"I wish that the international community wouldn't give rewards to countries that are supporting the Taliban," Spanta told lawmakers in Kabul.
Afghan officials frequently accuse Pakistani elements of harboring Taliban militants.
Pakistan says it does all it can to fight terrorism. Pakistani intelligence officials say one of the Taliban's top leaders, Mullah Obaidullah Akhund, was arrested in Quetta on March 26, the highest-ranking Afghan militant to be captured since the fall of the hard-line regime in 2001.
The reported arrest -- yet to be formally announced by Pakistan's government -- came on the same day U.S. Vice President Dick Cheney made a visit to Islamabad to express concern about Al-Qaeda regrouping along the Afghan-Pakistan border.
Afghan President Hamid Karzai (left) with Pakistani President Pervez Musharraf in Islamabad in October 2005 (epa)

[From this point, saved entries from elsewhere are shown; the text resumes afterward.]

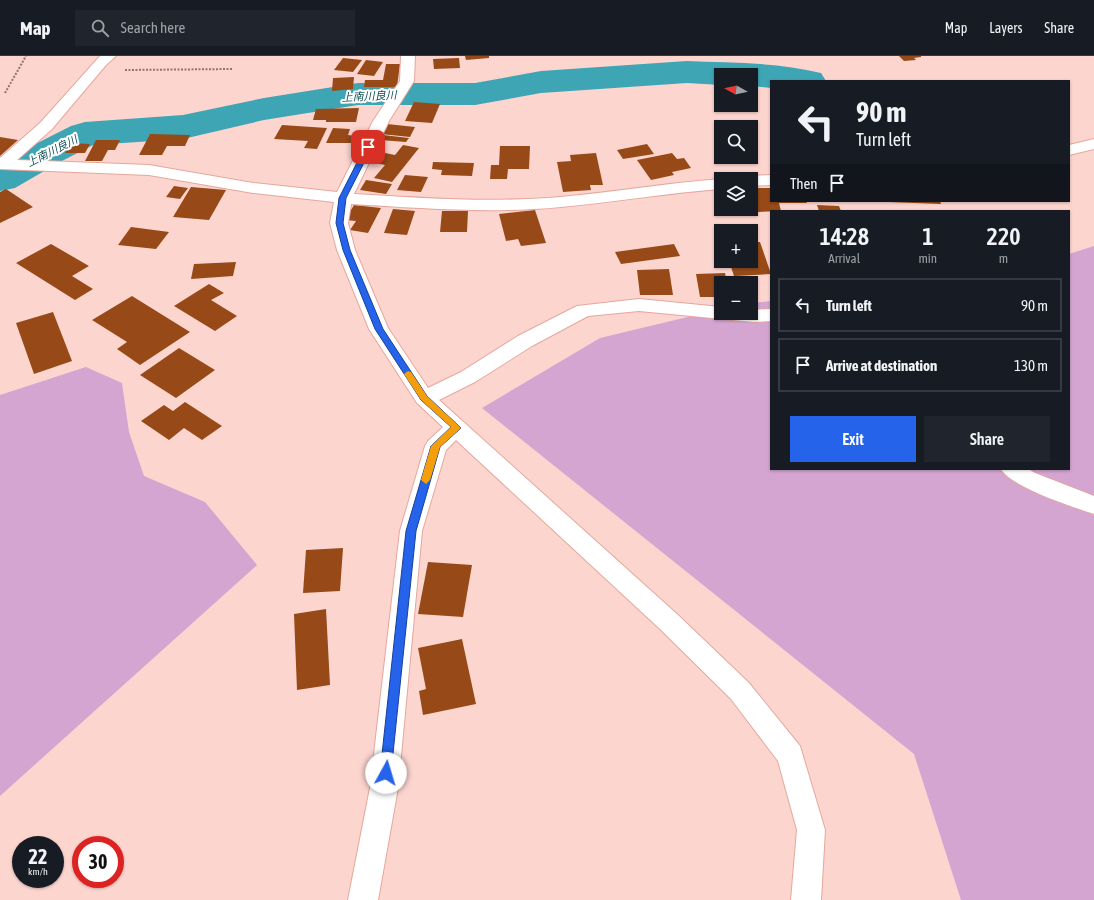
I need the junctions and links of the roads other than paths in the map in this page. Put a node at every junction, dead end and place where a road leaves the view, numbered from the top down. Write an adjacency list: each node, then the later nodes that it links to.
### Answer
1 (109, 56): 5 (street)
2 (408, 56): 9 (street)
3 (1094, 144): 4 (street)
4 (1070, 150)
5 (2, 164): 9 (street)
6 (770, 180): 7 (street)
7 (758, 181)
8 (714, 185): 9 (street)
9 (343, 198): 13 (street)
10 (714, 312): 13 (street)
11 (770, 315): 12 (street)
12 (758, 316)
13 (424, 398): 14 (street)
14 (457, 428): 17 (street); 18 (street)
15 (1013, 470): 16 (street)
16 (1094, 506)
17 (363, 900)
18 (806, 900)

ACROSS A DIFFICULT BORDER. The contested border between Pakistan and Afghanistan is some 2,500 kilometers long and runs through some of the most rugged, inhospitable territory on Earth. Controlling that border and preventing Taliban militants from using Pakistan as a staging ground for attacks in Afghanistan is an essential part of the U.S.-led international coalition's strategy for stabilizing Afghanistan. Officials in Kabul have been pointing their fingers at Pakistan for some time, accusing Islamabad or intelligence services of turning a blind eye to cross-border terrorism targeting the Afghan central government. Many observers remain convinced that much of the former Taliban regime's leadership -- along with leaders of Al-Qaeda -- are operating in the lawless Afghan-Pakistani border region.... (more)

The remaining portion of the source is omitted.